Amsler & Filledier (1984) examined catches of tsetse and tabanids in Burkina Faso using collectors of roughly similar size, but of different form, in a well-replicated series of Latin Square experiments with two traps (biconical and monoconical). They compared a plastic funnel + bottle collector to a traditional wire cone + frame covered with netting. The bottle was attached to the top of the funnel horizontally. It was a 1.5 litre bottle with an exit of about 25 mm (Amsler, personal communication). The frame was rested vertically on the wire cone. Statistical analyses revealed some differences in catch, but these were not large. Some total catches are presented below.

Trap Collector Glossina tachinoides Glossina morsitans Tabanids

Biconical Bottle 1177 426 163

Cage/Net 1635 415 102

Ratio B:C 0.72 1.03 1.60

Monoconical Bottle 980 319 139

Cage/Net 958 256 90

Ratio B:C 1.02 1.25 1.54

Conclusions

From the few data available, one should obviously not take for granted that all collectors are equivalent.
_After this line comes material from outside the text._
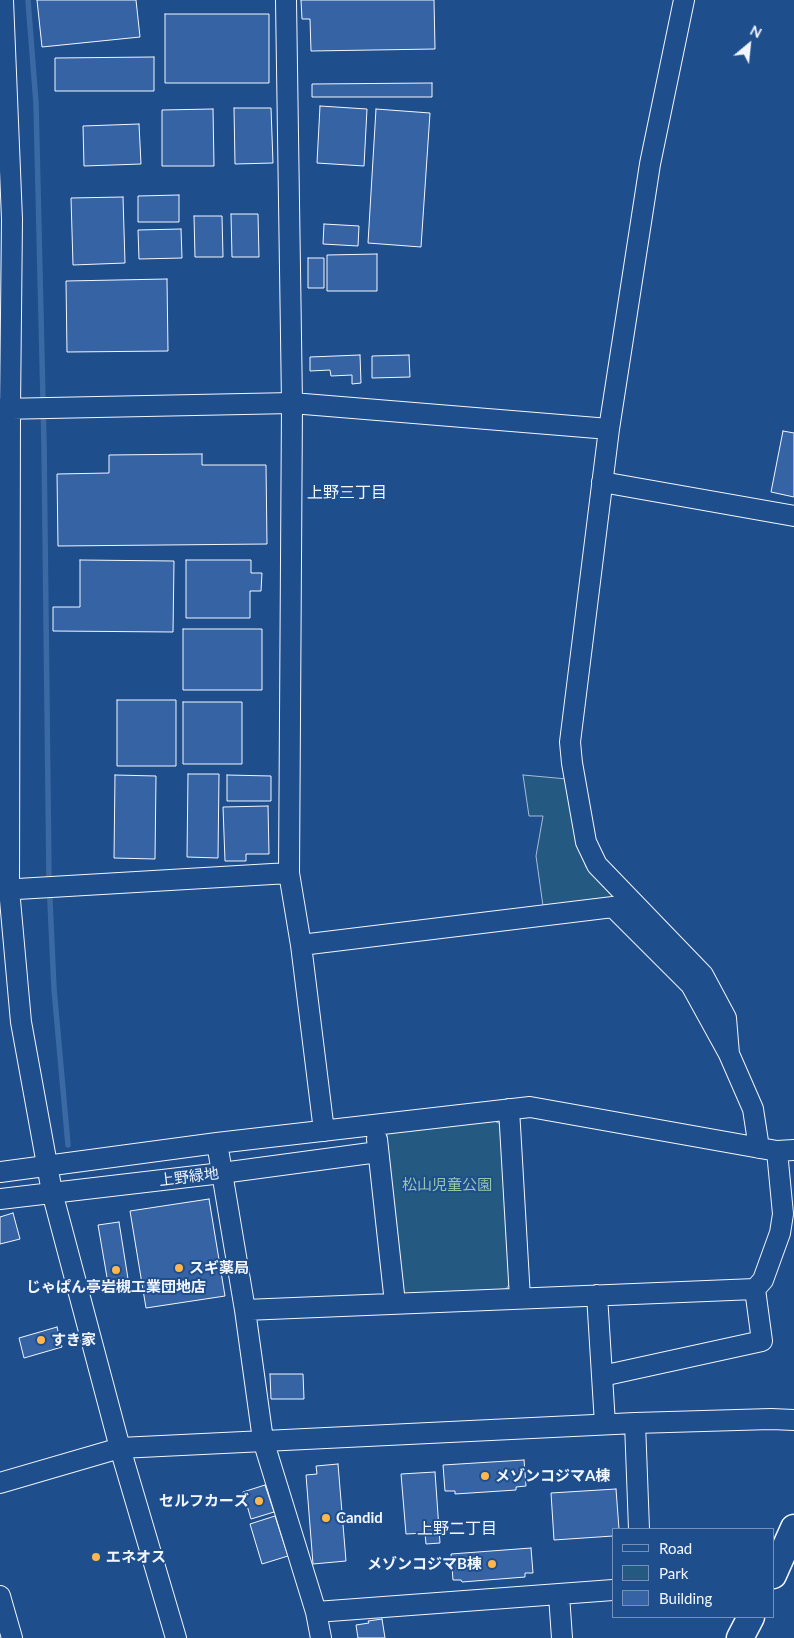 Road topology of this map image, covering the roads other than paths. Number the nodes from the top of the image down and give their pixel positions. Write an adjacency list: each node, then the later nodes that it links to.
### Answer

It is also clear that systems are not 100% efficient in retaining every fly that enters. Common sense should be used to choose practical collectors, keeping in mind the potential for both entrance and exit. If there is a general rule, it might be simply to keep the exit hole small rather than large.

References

Amsler, S. & Filledier, J. (1994) Comparaison de différents systèmes de collecte avec deux types de pièges pour la capture des glossines et des Tabanidés. Revue d'Élevage et de Médecine Vétérinaire des pays tropicaux 47, 387-396.

Anderson, J.R., Olkowski, W. & Hoy, J.B. (1974) The response of Tabanid species to CO₂-baited insect flight traps in northern California (Diptera : Tabanidae). Pan Pacific Entomologist 50, 255-268.

Cuisance, D. (1989) Le piégeage des tsé-tsé. Etudes et Synthèses de l'I.E.M.V.T. 32, 1-172.

French, F.E. & Hagan, D.V. (1995) Two-tier box trap catches Chrysops atlanticus and C. fuliginosus (Diptera: Tabanidae) near a Georgia salt marsh. Journal of Medical Entomology 32, 197-200.

Hargrove, J.W. (1977) Some advances in the trapping of tsetse (Glossina spp.) and other flies. Ecological Entomology 2, 123-137.

Hribar, L.J., LePrince, D.J. & Foil, L.D. (1991) Design for a canopy trap for collecting horse flies (Diptera: Tabanidae). Journal of the American Mosquito Control Association 7, 657-659.

Mihok, S., Maramba, O., Munyoki, E. & Saleh, K. (1996) Phenology of Stomoxyinae in a Kenyan forest. Medical and Veterinary Entomology 10, 305-316.

Thompson, P.H. (1969) Collecting methods for Tabanidae (Diptera). Annals of the Entomological Society of America 62, 50-57.

Vale, G.A. (1982) The trap-oriented behaviour of tsetse flies (Glossinidae) and other Diptera. Bulletin of Entomological Research 72, 71-93.